/RNA_seq

This repository is for maintaining the codes to analyze HCA dataset.

Primary LanguageMATLAB

RNA_seq Pipeline

This repository is for maintaining the codes for RNA_seq dataset.

Pipeline:

1. Download the Dataset:

Download the Census of Immune Cells dataset from https://preview.data.humancellatlas.org.

This will create 4 folders with fastq.gz files. Unzip the files in each folder:

tar -xzf *.fastq.gz

2. Prepare the Dataset:

  1. Download the cellranger sofware from here.

  2. Download the GRCh38 as the reference.

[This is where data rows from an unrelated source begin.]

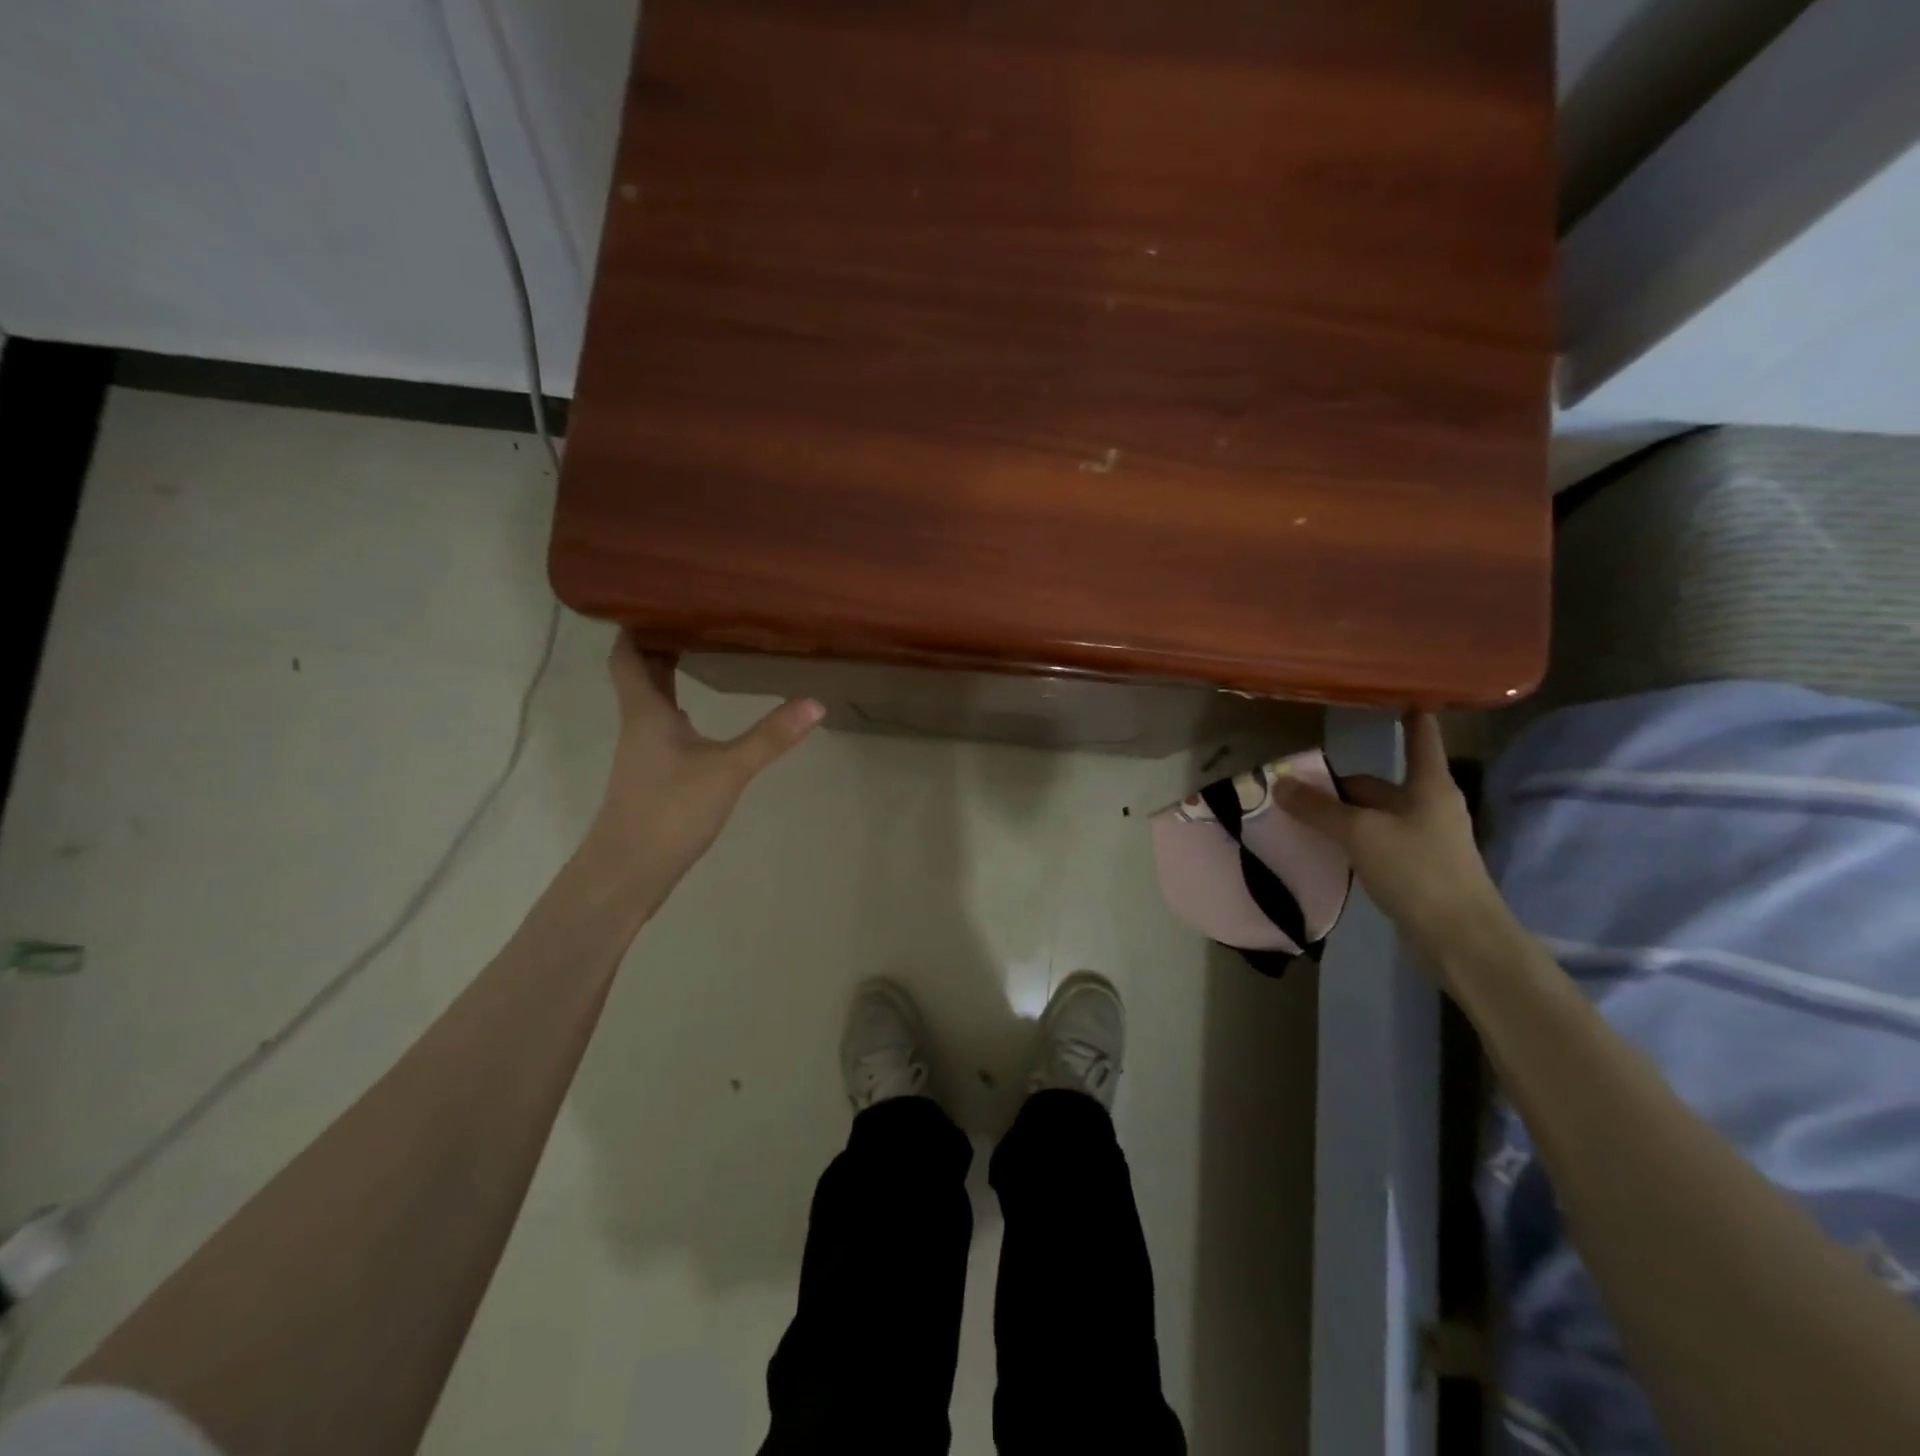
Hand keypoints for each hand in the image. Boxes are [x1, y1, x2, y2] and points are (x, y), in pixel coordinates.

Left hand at [586, 633, 824, 896]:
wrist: (628, 873)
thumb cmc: (668, 811)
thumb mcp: (726, 770)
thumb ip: (769, 737)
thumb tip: (815, 702)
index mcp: (646, 711)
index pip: (628, 656)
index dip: (633, 626)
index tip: (652, 598)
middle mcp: (639, 724)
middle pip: (640, 674)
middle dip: (659, 644)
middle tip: (695, 617)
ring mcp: (644, 753)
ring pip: (652, 702)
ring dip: (669, 676)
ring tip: (703, 653)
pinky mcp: (653, 776)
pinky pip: (663, 727)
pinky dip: (678, 710)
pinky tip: (701, 716)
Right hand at [1273, 711, 1506, 968]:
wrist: (1460, 936)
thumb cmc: (1416, 869)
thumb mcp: (1359, 833)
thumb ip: (1318, 809)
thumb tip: (1280, 784)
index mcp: (1428, 786)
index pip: (1419, 739)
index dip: (1411, 718)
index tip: (1403, 696)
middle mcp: (1430, 806)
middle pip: (1381, 784)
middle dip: (1342, 784)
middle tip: (1299, 785)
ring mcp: (1425, 838)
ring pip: (1375, 815)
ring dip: (1343, 814)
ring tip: (1302, 815)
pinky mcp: (1417, 868)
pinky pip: (1376, 841)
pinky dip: (1351, 839)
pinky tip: (1326, 848)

  3. Run cellranger count following the instructions from here. For example for MantonBM1:

cellranger count --id=MantonBM1 \
--fastqs=2a87dc5c-0c3c-4d91-a348-5d784ab48b92 \
--transcriptome=<path_to_reference_file> \
--sample=MantonBM1_HiSeq_1,MantonBM1_HiSeq_2,MantonBM1_HiSeq_3,MantonBM1_HiSeq_4,MantonBM1_HiSeq_5,MantonBM1_HiSeq_6,MantonBM1_HiSeq_7,MantonBM1_HiSeq_8

This will create a folder MantonBM1.

Locate the filtered_gene_bc_matrices_h5.h5 file.

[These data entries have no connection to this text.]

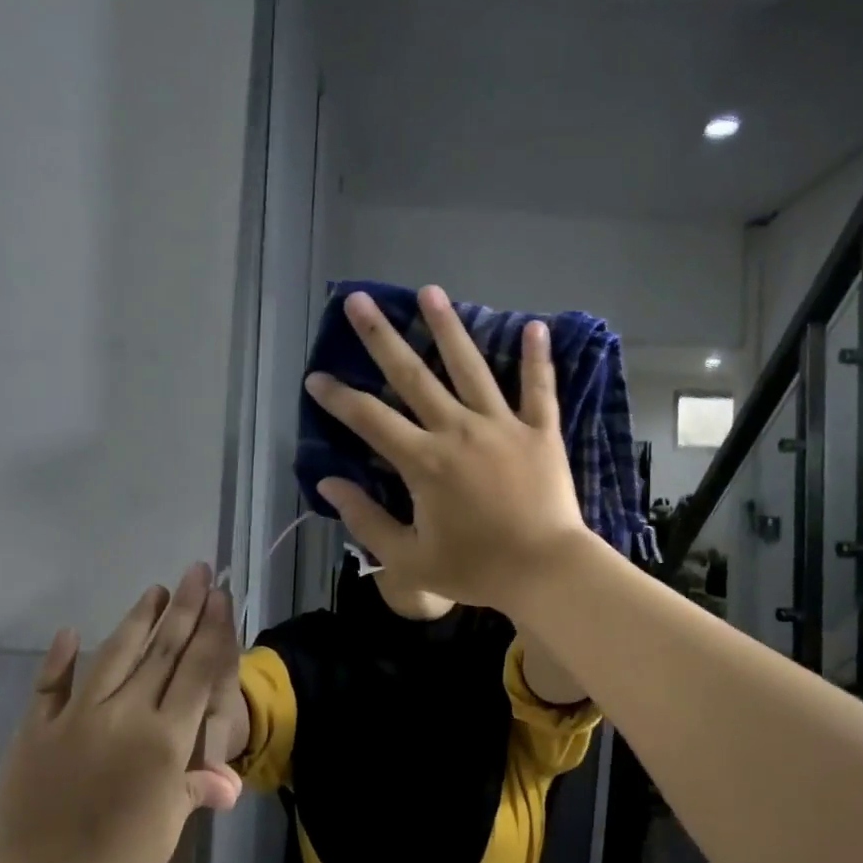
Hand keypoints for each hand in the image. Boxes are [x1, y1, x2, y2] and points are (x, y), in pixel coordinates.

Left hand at [0, 566, 242, 862]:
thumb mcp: (167, 829)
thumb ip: (193, 789)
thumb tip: (227, 782)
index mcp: (164, 739)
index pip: (197, 670)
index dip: (211, 630)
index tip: (218, 595)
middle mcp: (126, 715)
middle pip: (162, 651)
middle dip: (184, 608)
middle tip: (196, 571)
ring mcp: (77, 717)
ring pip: (114, 655)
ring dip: (137, 620)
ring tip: (155, 590)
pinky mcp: (38, 730)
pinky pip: (51, 685)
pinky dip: (60, 658)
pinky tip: (69, 632)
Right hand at [304, 285, 591, 613]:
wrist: (547, 572)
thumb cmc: (476, 569)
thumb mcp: (409, 558)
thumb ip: (365, 520)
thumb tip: (327, 484)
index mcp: (424, 461)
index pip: (370, 420)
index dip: (338, 397)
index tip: (315, 376)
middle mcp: (459, 430)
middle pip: (413, 375)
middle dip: (381, 336)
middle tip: (359, 300)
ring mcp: (502, 425)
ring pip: (471, 367)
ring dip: (448, 327)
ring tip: (431, 291)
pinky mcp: (540, 431)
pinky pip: (539, 388)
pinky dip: (537, 358)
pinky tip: (535, 325)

3. Run Non-Parametric Clustering:

You have following parameters to tune for different setting:

  • cutoff_thresh : Remove genes that the sum of counts is below threshold
  • dim_red_method: Dimension reduction method { 'PCA' , 'SNE'}
  • red_dim : Reduced dimension

It will visualize samples in a color-coded manner like this:

You can provide gene names (space separate the names) and see the heatmap of the sum of expressesd genes in each cluster.